EXERCISE: Using the data below, show every line where the word "Left" occurs.

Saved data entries
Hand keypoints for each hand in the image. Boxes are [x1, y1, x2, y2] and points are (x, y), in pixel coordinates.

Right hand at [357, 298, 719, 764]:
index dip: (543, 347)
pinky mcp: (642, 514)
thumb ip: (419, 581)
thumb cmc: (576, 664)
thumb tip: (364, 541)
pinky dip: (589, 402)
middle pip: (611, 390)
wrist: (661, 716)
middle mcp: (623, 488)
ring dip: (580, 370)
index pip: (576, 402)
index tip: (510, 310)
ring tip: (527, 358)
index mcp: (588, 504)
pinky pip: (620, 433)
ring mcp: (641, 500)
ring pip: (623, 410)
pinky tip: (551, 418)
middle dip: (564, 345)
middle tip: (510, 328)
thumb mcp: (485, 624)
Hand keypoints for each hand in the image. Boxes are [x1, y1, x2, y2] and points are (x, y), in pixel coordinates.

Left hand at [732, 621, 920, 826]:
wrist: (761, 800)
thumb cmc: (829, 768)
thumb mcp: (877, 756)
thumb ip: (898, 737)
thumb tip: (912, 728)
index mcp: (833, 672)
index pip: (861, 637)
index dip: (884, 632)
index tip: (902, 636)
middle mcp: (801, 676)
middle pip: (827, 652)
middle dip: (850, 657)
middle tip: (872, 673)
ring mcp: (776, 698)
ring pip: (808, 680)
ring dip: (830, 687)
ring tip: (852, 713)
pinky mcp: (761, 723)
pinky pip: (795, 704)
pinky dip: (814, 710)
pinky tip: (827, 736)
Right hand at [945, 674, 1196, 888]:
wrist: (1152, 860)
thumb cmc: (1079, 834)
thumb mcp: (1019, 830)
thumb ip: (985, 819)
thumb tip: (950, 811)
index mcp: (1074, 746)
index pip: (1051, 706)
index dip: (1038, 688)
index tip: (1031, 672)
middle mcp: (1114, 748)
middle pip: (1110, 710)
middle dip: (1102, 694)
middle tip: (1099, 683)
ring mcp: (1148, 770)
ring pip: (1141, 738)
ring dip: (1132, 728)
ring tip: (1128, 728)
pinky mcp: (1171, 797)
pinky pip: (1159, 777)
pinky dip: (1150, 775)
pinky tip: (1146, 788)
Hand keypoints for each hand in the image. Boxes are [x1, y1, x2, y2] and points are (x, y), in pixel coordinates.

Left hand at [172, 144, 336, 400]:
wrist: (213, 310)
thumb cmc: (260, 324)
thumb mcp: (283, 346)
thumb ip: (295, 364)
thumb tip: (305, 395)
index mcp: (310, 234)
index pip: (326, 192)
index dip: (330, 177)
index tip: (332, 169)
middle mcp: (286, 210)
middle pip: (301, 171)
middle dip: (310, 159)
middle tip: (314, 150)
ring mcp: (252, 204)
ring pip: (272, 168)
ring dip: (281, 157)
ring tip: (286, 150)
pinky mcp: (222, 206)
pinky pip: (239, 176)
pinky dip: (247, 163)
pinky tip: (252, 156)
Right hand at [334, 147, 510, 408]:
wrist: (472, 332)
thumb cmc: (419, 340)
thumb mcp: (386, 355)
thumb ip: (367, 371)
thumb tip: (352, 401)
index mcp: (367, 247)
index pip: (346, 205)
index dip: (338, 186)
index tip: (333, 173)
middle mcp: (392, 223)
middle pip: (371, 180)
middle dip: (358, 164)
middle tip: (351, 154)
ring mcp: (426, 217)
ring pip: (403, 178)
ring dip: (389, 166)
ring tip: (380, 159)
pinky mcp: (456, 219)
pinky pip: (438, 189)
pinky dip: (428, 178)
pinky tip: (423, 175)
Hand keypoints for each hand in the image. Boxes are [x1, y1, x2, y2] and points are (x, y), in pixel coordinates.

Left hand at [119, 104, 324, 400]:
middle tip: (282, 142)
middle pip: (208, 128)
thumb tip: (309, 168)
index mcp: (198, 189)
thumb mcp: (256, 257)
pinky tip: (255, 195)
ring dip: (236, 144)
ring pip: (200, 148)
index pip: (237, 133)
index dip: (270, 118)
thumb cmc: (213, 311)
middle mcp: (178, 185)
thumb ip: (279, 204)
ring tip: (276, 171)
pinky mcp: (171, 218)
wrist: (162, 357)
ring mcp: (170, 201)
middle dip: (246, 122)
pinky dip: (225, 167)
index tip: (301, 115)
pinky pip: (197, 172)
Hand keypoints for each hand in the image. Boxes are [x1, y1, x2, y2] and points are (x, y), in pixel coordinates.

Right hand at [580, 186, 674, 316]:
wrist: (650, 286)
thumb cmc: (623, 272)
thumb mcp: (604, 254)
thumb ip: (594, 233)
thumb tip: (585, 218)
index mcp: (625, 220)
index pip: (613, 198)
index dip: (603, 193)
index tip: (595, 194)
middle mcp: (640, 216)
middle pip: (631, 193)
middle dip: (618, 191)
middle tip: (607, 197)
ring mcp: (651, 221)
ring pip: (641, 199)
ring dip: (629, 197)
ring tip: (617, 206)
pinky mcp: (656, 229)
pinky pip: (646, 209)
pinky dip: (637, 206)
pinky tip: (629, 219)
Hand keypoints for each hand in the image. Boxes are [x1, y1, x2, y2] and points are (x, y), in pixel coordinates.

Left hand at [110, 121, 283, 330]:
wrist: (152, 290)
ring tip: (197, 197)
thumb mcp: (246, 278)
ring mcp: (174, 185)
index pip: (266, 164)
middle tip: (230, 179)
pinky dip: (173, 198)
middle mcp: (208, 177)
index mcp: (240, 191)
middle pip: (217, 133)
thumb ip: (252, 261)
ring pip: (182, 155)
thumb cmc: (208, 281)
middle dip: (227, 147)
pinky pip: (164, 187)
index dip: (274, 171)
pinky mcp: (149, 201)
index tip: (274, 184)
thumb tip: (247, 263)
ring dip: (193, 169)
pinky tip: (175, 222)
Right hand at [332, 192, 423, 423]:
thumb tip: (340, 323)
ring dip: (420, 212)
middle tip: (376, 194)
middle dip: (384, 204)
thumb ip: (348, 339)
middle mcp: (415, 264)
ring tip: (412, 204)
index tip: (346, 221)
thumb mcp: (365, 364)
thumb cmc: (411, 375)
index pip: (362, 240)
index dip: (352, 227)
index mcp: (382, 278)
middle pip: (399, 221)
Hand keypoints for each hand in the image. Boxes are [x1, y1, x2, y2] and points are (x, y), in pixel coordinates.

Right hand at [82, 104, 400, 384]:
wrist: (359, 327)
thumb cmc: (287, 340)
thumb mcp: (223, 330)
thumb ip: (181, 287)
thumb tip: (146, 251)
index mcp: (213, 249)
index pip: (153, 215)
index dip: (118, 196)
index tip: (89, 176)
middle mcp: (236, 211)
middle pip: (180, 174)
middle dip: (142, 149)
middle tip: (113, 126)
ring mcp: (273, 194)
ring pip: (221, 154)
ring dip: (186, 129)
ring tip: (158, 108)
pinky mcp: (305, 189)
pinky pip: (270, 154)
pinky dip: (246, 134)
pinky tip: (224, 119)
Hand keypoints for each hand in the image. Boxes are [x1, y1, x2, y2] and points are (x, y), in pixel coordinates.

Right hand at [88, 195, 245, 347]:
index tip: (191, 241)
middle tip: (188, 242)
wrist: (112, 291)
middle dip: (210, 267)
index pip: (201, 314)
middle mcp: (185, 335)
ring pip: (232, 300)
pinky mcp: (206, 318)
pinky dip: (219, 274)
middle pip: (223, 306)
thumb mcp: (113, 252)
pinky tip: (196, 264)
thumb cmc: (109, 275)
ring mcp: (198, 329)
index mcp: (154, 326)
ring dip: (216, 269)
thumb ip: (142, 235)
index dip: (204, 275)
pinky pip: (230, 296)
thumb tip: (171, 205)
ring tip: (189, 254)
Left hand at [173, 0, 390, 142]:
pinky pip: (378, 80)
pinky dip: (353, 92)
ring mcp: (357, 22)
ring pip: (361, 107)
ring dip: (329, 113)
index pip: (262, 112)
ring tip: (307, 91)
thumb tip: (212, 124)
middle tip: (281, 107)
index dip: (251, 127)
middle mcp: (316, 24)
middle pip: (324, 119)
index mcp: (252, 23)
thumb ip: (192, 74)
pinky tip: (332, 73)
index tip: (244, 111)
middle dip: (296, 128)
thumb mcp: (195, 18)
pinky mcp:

EXERCISE ANSWER:
Left hand at [732, 621, 920, 826]:
Left hand at [172, 144, 336, 400]:
Left hand at [119, 104, 324, 400]:
Left hand at [110, 121, 283, 330]:
Left hand at [173, 0, 390, 142]:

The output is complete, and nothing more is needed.